Мария забегала от печки в голбец, из голбца к печке. Быстро поставила на стол еду и самогон, отошла в куть, окаменела там, скрестив на груди руки, молча наблюдала, как Епифан, крякая и кряхтя, опоражнивал стакан за стаканом чистый как слеза самогон-первак, шумно хрустел солеными рыжиками и огурцами, словно речную гальку пережевывал, быстро хмелел и уже не говорил, не кричал, а рычал по-звериному.

– Нонче же.
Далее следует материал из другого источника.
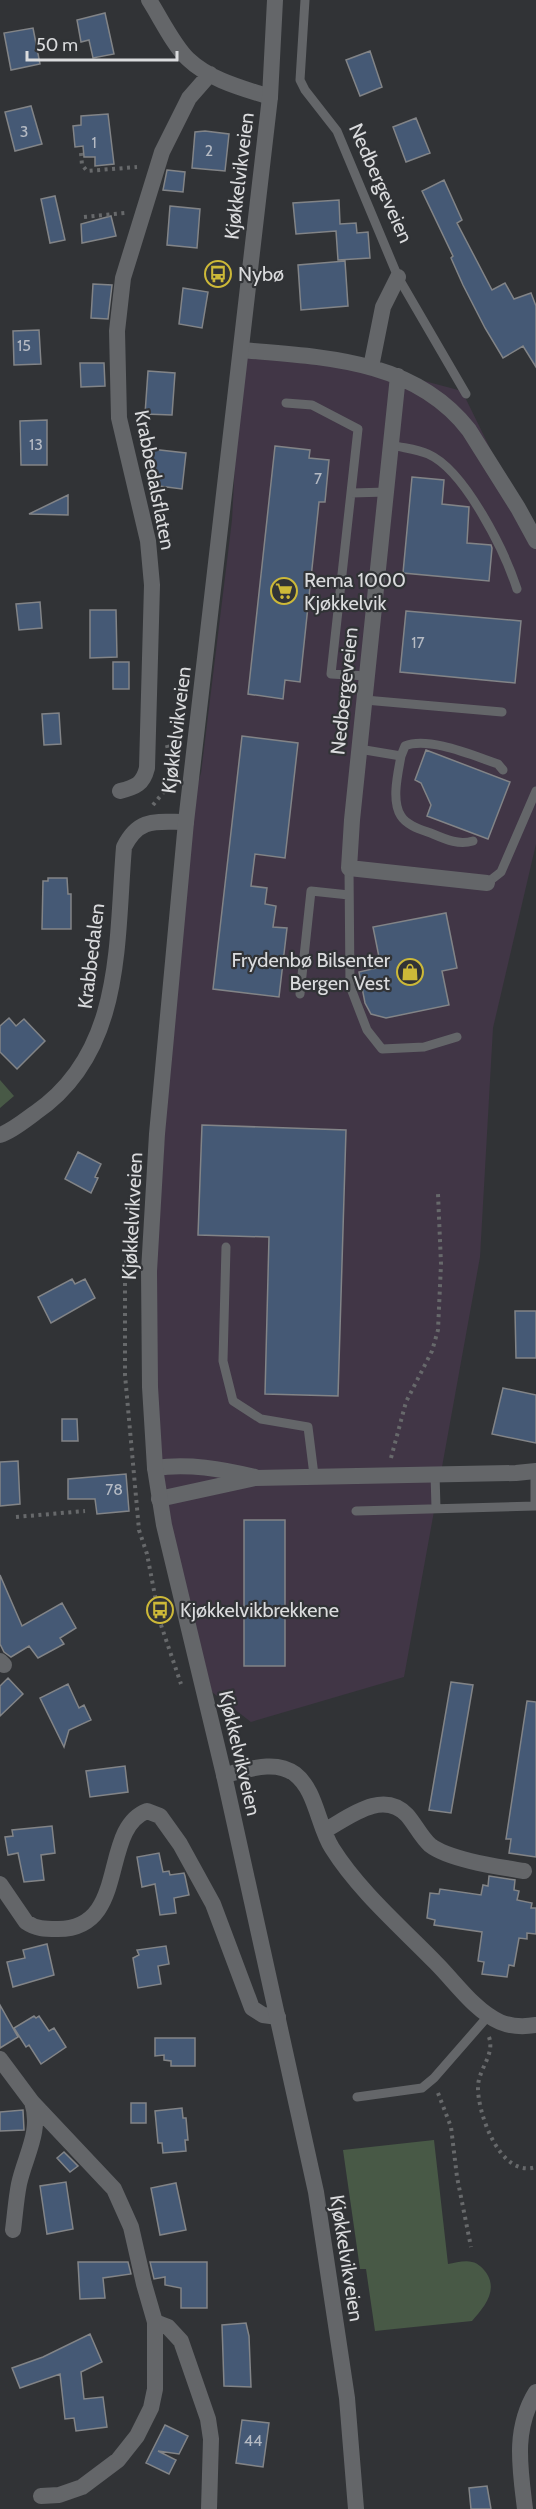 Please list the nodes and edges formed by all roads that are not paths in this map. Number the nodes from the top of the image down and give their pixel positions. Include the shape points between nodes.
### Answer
1 (149, 0) edge
2 (275, 0) edge
3 (305, 0) edge
4 (210, 74) junction
5 (270, 97) junction
6 (398, 277) junction
7 (241, 350) junction
8 (371, 367) junction
9 (398, 376) junction
10 (466, 394) dead end
11 (286, 403) dead end
12 (392, 445) junction
13 (351, 492) junction
14 (387, 492) junction
15 (536, 541) edge
16 (517, 589) dead end
17 (367, 676) junction
18 (364, 700) junction
19 (502, 712) dead end
20 (359, 750) junction
21 (401, 756) junction
22 (503, 770) dead end
23 (120, 791) dead end
24 (536, 791) edge
25 (186, 822) junction
26 (473, 841) dead end
27 (349, 868) junction
28 (487, 883) joint
29 (349, 895) junction
30 (300, 994) dead end
31 (457, 1037) dead end
32 (0, 1135) edge
33 (226, 1247) dead end
34 (155, 1468) junction
35 (536, 1471) edge
36 (435, 1474) junction
37 (314, 1475) junction
38 (255, 1478) junction
39 (159, 1499) junction
40 (436, 1508) junction
41 (356, 1511) dead end
42 (224, 1775) junction
43 (324, 1832) junction
44 (524, 1871) dead end
45 (0, 1884) edge
46 (278, 2017) junction
47 (484, 2020) junction
48 (536, 2025) edge
49 (0, 2059) edge
50 (357, 2097) dead end
51 (32, 2102) junction
52 (14, 2230) dead end
53 (155, 2322) junction
54 (536, 2392) edge
55 (40, 2496) dead end
56 (209, 2509) edge
57 (356, 2509) edge
58 (525, 2509) edge

1 - 4 street via 186,58
2 - 5 street, Kjøkkelvikveien
3 - 6 lane, Nedbergeveien via 300,80 337,131
4 - 5 street
4 - 23 street, Krabbedalsflaten via 189,98 166,143 123,278 117,332 119,418 148,541 152,585 149,748 144,778 136,786
5 - 7 street, Kjøkkelvikveien
6 - 8 street via 383,307
6 - 10 lane, Nedbergeveien
7 - 8 street
7 - 25 street, Kjøkkelvikveien
8 - 9 street
9 - 12 street, Nedbergeveien
9 - 15 street via 430,394 461,419
11 - 13 lane via 312,405 358,429
12 - 14 street, Nedbergeveien
12 - 16 lane via 429,455 459,480 503,553
13 - 14 lane
13 - 17 lane via 331,674
14 - 17 street, Nedbergeveien
17 - 18 street, Nedbergeveien
18 - 19 lane
18 - 20 street, Nedbergeveien
20 - 21 lane
20 - 27 street, Nedbergeveien
21 - 22 lane via 405,746 426,743 498,764
21 - 26 lane via 401,817 446,839 464,844
24 - 28 lane via 501,872
25 - 32 street, Krabbedalen via 154,822 132,832 124,847 111,995 105,1019 81,1069 64,1089
25 - 34 street, Kjøkkelvikveien via 157,1134 149,1271
27 - 28 street
27 - 29 lane, Nedbergeveien
29 - 30 lane via 311,891
29 - 31 lane, Nedbergeveien via 350,986 367,1030 382,1049 423,1047
33 - 37 lane via 223,1361 233,1401 261,1419 308,1427
34 - 38 street via 206,1468
34 - 39 street, Kjøkkelvikveien
35 - 36 street
35 - 40 lane via 535,1506
36 - 37 street
36 - 40 lane
37 - 38 street
38 - 39 street
39 - 42 street, Kjøkkelvikveien
40 - 41 lane
42 - 43 street via 273,1766 297,1775 306,1785
42 - 46 street, Kjøkkelvikveien
43 - 44 street via 372,1805 384,1804 407,1815 429,1844 440,1851
43 - 47 street via 345,1867 470,1998
45 - 46 street via 31,1926 78,1926 101,1906 135,1815 147,1811 160,1816 213,1904 252,2008 263,2015
46 - 57 street, Kjøkkelvikveien via 316,2192 347,2398
47 - 48 street via 512,2026
47 - 50 lane via 422,2088
49 - 51 street
51 - 52 street via 36,2115 32,2147 19,2182
51 - 53 street via 114,2189 131,2227
53 - 55 street via 155,2389 152,2408 137,2436 118,2460 82,2487 59,2495
53 - 56 street via 168,2327 181,2342 208,2419
54 - 58 street via 521,2428 519,2454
Нонче ночью…

– И что ты надумал, батюшка, господь с тобой, и себя погубишь и нас со Спирькой по миру пустишь.

– Нонче же…

И пошатываясь, подошел к окну и погрозил волосатым кулаком в сторону кособокой избенки "бобылки".

Глава ІІІ


Короткий зимний день угасал. В той стороне, где за поскотиной в белесой стыни дотлевал закат, поднебье бледно порозовело, в холодной мгле чуть проглядывало в разрывах мохнатой тучи хмурое слепнущее солнпе, сверху еще сильнее посыпал снег, заметался ветер, завихрила, закружилась в бесовской хлыстовской пляске шальная метелица, Быстро темнело. На землю наваливалась длинная, студеная, выжная ночь. Все живое попряталось в тепло и затишек. Налаявшись ввечеру досыта, умолкли охрипшие собаки, только где-то протяжно и отчаянно-горько мычала по- видимому ненакормленная корова.
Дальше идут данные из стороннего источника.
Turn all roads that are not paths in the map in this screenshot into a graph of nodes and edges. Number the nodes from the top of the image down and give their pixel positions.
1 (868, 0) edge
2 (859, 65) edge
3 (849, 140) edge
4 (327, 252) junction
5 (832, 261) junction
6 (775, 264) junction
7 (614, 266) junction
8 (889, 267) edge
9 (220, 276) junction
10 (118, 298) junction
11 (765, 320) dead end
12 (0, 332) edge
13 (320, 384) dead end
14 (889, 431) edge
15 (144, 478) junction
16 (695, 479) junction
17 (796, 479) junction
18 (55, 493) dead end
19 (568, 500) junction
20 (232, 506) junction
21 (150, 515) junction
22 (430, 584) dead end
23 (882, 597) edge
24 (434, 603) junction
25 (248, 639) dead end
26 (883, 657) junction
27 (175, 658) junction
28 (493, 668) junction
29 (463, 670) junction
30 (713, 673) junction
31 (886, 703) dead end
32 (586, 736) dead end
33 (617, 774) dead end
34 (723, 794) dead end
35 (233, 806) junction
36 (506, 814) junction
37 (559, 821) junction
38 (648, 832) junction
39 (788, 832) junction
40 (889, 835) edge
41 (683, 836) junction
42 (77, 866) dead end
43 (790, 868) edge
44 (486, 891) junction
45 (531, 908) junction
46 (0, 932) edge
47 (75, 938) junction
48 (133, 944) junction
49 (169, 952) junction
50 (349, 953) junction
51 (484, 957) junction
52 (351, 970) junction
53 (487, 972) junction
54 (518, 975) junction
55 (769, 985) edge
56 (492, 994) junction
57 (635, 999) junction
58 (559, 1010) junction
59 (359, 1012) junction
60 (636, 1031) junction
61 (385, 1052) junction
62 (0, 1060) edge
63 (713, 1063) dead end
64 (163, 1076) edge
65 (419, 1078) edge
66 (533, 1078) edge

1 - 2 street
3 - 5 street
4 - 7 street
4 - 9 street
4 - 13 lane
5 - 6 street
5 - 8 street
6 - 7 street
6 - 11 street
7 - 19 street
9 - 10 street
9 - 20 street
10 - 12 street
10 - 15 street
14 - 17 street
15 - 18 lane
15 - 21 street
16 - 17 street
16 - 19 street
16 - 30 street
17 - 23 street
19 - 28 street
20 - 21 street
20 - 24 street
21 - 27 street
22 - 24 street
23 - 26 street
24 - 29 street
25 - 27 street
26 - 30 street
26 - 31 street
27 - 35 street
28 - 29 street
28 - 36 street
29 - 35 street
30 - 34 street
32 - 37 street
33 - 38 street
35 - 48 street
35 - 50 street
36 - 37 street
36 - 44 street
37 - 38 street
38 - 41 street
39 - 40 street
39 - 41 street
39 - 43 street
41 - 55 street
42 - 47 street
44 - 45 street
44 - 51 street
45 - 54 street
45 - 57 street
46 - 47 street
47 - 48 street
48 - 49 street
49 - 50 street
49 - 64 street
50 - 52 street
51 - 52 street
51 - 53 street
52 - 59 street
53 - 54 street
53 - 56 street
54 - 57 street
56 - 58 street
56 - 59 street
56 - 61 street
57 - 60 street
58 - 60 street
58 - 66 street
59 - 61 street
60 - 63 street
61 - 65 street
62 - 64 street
Елена Николаевна, словно почувствовав угрозу, тревожно подошла к темнеющему окну, долго смотрела на слепые окна зозулинского дома, потом перевела взгляд на сына. Сала сидел за столом, читал. Негустые брови насуплены, сведены к переносью, губы строго сжаты, в светло-голубых глазах застыла напряженность. "Как похож мальчишка на отца, – подумала она, – вылитый Степан и характером весь в него, такой же напористый, такой же неугомонный…"

С сожалением закрыв книгу, Саша встал, подошел к замерзшему окну, посмотрел туда же, куда смотрела мать, на дом Зозулина, вслушиваясь в свист метели, попытался прогреть пальцем дырочку в узорчатом рисунке льда, дул в протаянную лунку и не смог, лед был толстый, только по краям и вверху окна были небольшие щелки чистого стекла. Повернул золотисто-льняную голову, посмотрел на ходики. мать уловила его взгляд, оторвалась от вязания.

– Не ходил бы ты сегодня, сынок, – ласково попросила она, – метель-то как метет, белого света не видно.

Саша обернулся на ласковый голос матери, посмотрел на ее белые красивые руки, замершие с клубком шерсти и спицами на коленях, улыбнулся. В комнате было уютно и тепло, уходить в студеную темень и пургу ему и самому не хотелось, но он знает, что его ждут, и не пойти он не может, не имеет права.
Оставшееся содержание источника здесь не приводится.